Problem
Each entry needs to be duplicated exactly.

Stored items

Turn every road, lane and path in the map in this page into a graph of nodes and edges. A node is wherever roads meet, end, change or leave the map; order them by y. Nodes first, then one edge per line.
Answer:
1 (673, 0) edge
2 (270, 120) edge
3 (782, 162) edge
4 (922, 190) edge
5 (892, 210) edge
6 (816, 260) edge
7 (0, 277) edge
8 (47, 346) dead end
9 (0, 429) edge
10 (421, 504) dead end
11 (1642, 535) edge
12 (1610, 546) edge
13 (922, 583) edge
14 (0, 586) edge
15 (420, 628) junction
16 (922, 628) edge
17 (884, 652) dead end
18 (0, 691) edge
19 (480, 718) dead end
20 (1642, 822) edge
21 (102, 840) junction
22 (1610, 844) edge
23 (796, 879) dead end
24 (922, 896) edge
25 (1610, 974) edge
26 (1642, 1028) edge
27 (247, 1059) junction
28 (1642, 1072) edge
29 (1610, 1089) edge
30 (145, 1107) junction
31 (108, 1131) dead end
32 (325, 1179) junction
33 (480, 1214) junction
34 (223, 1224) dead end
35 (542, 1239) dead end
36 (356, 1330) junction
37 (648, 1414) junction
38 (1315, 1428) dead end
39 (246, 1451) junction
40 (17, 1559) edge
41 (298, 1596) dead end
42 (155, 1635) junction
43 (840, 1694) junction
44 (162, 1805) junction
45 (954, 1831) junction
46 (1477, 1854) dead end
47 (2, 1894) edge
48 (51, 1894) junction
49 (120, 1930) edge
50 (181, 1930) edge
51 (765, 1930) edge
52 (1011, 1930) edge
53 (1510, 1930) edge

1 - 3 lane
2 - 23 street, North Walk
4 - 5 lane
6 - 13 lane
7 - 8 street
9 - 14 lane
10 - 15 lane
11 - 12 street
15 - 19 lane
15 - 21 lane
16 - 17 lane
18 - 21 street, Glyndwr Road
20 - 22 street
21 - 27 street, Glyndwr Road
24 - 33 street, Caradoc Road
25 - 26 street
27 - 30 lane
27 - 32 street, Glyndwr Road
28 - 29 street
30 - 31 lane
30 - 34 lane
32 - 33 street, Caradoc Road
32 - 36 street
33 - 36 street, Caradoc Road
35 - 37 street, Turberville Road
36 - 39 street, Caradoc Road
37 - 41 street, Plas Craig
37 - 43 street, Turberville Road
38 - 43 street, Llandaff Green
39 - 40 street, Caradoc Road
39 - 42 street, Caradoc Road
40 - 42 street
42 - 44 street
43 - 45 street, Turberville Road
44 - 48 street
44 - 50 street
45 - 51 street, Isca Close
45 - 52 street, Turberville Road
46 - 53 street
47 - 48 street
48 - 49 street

Final answer
Turn every road, lane and path in the map in this page into a graph of nodes and edges. A node is wherever roads meet, end, change or leave the map; order them by y. Nodes first, then one edge per line.
Answer:
1 (673, 0) edge
2 (270, 120) edge
3 (782, 162) edge
4 (922, 190) edge
5 (892, 210) edge
6 (816, 260) edge
7 (0, 277) edge
8 (47, 346) dead end
9 (0, 429) edge
10 (421, 504) dead end
11 (1642, 535) edge
12 (1610, 546) edge
13 (922, 583) edge
14 (0, 586) edge
15 (420, 628) junction
16 (922, 628) edge
17 (884, 652) dead end
18 (0, 691) edge
19 (480, 718) dead end
20 (1642, 822) edge
21 (102, 840) junction
22 (1610, 844) edge
23 (796, 879) dead end
24 (922, 896) edge
25 (1610, 974) edge
26 (1642, 1028) edge
27 (247, 1059) junction
28 (1642, 1072) edge
29 (1610, 1089) edge
30 (145, 1107) junction
31 (108, 1131) dead end
32 (325, 1179) junction
33 (480, 1214) junction
34 (223, 1224) dead end
35 (542, 1239) dead end
36 (356, 1330) junction
37 (648, 1414) junction
38 (1315, 1428) dead end
39 (246, 1451) junction
40 (17, 1559) edge
41 (298, 1596) dead end
42 (155, 1635) junction
43 (840, 1694) junction
44 (162, 1805) junction
45 (954, 1831) junction
46 (1477, 1854) dead end
47 (2, 1894) edge
48 (51, 1894) junction
49 (120, 1930) edge
50 (181, 1930) edge
51 (765, 1930) edge
52 (1011, 1930) edge
53 (1510, 1930) edge

1 - 3 lane
2 - 23 street, North Walk
4 - 5 lane
6 - 13 lane
7 - 8 street
9 - 14 lane
10 - 15 lane
11 - 12 street
15 - 19 lane
15 - 21 lane
16 - 17 lane
18 - 21 street, Glyndwr Road
20 - 22 street
21 - 27 street, Glyndwr Road
24 - 33 street, Caradoc Road
25 - 26 street
27 - 30 lane
27 - 32 street, Glyndwr Road
28 - 29 street
30 - 31 lane
30 - 34 lane
32 - 33 street, Caradoc Road
32 - 36 street
33 - 36 street, Caradoc Road
35 - 37 street, Turberville Road
36 - 39 street, Caradoc Road
37 - 41 street, Plas Craig
37 - 43 street, Turberville Road
38 - 43 street, Llandaff Green
39 - 40 street, Caradoc Road
39 - 42 street, Caradoc Road
40 - 42 street
42 - 44 street
43 - 45 street, Turberville Road
44 - 48 street
44 - 50 street
45 - 51 street, Isca Close
45 - 52 street, Turberville Road
46 - 53 street
47 - 48 street
48 - 49 street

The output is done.